> **WHAT TO WORK ON**: Filter the entries that follow, copying every line in which the word "highway" appears.

Stored data entries
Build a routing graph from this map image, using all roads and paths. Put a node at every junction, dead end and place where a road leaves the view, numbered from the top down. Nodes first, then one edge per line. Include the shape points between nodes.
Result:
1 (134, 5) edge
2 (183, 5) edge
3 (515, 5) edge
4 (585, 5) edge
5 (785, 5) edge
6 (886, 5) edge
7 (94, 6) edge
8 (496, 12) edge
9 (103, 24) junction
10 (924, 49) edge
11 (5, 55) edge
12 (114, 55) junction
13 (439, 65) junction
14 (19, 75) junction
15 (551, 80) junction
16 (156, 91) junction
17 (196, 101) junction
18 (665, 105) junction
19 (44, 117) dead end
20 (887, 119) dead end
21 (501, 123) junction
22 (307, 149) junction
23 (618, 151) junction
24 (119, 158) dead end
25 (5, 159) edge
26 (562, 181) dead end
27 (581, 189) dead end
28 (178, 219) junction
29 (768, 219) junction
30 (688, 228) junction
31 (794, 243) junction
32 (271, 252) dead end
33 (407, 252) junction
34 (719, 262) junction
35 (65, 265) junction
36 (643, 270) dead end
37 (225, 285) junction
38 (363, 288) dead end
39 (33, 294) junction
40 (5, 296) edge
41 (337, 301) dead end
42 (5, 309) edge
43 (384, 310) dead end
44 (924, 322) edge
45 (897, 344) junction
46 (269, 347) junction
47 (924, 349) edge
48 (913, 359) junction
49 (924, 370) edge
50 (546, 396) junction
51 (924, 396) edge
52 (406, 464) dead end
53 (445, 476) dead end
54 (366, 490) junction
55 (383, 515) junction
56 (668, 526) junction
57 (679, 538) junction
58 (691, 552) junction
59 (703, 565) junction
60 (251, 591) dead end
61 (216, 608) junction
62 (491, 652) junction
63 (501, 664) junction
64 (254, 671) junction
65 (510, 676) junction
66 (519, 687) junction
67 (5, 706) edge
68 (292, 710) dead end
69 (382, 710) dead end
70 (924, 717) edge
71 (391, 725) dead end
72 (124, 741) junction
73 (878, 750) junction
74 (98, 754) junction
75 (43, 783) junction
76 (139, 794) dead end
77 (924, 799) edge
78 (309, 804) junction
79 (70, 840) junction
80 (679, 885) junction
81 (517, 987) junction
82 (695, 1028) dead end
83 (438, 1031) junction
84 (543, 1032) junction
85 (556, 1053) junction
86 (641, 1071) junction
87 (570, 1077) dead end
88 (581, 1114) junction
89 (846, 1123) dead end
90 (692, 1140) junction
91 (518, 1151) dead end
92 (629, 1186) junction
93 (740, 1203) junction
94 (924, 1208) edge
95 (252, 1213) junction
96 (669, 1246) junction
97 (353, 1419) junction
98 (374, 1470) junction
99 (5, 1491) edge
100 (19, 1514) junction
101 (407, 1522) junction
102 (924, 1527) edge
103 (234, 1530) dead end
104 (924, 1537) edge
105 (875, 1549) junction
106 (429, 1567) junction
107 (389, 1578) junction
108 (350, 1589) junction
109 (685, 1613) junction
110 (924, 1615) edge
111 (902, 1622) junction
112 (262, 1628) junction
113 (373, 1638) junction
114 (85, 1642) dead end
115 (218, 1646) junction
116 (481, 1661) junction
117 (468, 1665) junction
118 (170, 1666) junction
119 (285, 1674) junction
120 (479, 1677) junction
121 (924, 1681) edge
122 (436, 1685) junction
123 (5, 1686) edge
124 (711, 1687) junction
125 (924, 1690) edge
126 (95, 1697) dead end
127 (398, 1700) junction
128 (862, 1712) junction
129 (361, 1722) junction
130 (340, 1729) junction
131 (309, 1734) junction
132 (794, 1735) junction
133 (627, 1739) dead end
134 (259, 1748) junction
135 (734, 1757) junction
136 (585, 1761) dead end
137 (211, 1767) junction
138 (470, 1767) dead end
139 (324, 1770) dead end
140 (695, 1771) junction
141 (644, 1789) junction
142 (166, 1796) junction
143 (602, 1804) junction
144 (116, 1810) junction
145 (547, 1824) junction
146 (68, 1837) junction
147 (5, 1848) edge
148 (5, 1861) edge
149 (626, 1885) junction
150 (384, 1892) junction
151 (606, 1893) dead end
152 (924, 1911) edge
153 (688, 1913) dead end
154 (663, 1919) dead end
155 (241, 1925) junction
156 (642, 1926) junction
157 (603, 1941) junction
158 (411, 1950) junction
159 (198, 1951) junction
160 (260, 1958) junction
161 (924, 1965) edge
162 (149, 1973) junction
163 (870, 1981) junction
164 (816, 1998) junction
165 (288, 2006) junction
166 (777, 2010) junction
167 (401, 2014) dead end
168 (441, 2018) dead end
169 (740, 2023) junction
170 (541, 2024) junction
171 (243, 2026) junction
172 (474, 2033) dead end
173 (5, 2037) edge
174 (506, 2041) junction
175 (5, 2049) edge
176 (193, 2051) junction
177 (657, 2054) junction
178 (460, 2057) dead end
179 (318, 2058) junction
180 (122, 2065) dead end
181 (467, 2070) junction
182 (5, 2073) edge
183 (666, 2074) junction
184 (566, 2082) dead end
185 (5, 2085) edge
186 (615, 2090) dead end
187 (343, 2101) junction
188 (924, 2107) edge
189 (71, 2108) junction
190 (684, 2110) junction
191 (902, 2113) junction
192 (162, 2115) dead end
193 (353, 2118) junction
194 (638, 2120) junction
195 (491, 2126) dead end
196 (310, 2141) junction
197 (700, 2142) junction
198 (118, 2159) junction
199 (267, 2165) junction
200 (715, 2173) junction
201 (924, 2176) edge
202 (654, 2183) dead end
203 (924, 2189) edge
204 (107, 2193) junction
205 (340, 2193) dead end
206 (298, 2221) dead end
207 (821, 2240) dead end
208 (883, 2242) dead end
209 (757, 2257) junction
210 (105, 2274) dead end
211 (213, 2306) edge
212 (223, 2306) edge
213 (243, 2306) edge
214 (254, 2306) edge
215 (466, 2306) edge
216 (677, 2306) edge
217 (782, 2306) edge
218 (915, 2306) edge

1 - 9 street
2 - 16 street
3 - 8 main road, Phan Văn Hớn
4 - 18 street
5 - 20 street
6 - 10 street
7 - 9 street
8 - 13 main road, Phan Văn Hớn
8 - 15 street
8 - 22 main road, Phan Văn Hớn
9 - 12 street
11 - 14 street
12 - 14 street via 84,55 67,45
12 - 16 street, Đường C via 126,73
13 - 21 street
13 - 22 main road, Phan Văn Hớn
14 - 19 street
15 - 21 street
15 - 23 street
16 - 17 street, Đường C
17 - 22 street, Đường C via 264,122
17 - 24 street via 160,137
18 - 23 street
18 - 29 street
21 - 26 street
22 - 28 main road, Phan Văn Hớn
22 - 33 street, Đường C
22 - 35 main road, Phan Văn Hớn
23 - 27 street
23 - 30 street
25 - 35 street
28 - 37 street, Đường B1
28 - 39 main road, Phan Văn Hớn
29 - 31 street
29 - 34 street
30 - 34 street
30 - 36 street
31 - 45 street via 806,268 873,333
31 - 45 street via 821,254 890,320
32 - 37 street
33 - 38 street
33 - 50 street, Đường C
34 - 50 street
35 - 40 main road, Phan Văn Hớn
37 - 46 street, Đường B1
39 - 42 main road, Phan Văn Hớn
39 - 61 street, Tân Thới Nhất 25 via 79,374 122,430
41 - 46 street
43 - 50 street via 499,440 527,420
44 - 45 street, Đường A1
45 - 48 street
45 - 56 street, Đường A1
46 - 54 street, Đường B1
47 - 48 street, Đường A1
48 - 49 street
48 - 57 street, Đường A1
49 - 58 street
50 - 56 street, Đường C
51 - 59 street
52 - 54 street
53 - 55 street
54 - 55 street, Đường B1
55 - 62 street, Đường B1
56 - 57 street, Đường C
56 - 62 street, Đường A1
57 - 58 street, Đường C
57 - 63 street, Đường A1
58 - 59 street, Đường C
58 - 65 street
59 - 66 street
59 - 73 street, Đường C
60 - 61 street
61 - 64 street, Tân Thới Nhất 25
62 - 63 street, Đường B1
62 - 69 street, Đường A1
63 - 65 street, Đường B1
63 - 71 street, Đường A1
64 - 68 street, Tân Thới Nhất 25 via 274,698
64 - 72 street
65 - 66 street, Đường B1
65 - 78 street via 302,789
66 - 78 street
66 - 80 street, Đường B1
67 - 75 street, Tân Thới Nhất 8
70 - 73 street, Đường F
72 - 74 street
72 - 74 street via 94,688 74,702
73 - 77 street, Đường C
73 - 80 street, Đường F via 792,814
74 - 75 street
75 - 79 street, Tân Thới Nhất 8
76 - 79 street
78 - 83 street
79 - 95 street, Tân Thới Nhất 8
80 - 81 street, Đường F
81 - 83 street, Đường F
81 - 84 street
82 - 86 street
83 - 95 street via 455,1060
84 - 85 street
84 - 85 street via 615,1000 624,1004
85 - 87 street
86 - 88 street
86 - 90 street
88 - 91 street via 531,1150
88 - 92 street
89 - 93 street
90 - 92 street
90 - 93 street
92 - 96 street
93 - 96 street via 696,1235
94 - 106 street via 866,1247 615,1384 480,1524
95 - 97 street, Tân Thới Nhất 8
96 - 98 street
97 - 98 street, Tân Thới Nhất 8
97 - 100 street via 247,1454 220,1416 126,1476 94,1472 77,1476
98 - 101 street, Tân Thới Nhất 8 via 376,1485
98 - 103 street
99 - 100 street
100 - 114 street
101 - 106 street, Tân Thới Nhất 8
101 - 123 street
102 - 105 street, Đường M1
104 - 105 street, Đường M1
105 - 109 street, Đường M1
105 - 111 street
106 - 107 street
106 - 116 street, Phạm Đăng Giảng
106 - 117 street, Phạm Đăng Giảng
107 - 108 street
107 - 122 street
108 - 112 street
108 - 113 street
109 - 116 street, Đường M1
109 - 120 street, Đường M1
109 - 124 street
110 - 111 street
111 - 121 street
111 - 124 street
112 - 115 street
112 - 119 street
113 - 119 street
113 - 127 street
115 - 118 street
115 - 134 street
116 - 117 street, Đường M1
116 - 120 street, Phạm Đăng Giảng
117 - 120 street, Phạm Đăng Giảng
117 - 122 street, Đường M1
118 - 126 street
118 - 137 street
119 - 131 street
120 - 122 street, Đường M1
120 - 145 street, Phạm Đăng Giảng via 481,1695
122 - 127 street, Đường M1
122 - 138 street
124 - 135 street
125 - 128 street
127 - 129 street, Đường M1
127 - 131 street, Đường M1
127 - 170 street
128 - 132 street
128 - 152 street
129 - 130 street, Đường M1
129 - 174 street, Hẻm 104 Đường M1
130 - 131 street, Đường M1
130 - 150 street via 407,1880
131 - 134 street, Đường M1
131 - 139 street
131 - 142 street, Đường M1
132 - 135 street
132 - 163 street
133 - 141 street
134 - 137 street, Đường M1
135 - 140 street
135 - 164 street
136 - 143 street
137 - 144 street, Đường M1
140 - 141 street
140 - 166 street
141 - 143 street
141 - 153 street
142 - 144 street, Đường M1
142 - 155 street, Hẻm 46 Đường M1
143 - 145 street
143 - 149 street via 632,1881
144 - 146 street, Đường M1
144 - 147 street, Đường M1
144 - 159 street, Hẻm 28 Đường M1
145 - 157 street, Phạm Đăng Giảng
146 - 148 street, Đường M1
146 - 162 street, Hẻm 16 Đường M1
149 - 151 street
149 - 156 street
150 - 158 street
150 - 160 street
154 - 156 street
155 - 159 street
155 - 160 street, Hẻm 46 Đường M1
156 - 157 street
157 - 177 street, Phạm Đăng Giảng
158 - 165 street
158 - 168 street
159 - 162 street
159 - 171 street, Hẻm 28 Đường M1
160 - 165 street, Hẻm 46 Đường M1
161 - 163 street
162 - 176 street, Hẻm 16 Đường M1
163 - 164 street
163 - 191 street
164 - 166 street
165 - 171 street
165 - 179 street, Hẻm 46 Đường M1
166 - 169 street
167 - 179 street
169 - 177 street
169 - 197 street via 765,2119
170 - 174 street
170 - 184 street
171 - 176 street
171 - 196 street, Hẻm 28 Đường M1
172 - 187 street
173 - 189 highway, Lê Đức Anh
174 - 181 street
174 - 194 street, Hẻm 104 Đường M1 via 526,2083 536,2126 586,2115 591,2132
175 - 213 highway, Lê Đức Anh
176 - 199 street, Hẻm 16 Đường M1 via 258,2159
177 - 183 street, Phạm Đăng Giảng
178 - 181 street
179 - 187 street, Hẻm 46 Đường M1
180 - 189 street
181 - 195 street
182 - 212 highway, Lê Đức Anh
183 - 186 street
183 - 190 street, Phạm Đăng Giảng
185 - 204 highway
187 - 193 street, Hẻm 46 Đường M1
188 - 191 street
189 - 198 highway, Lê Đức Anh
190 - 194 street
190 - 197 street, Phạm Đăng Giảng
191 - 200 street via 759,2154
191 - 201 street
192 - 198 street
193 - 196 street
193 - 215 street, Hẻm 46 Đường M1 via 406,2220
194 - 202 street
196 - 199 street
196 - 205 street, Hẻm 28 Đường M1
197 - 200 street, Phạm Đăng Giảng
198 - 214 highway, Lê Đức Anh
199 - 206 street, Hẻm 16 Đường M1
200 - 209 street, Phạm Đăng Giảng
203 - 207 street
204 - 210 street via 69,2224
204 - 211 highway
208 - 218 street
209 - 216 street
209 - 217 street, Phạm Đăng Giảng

> **ANSWER TO THE PROBLEM**:
173 - 189 highway, Lê Đức Anh
175 - 213 highway, Lê Đức Anh
182 - 212 highway, Lê Đức Anh
185 - 204 highway
189 - 198 highway, Lê Đức Anh
198 - 214 highway, Lê Đức Anh
204 - 211 highway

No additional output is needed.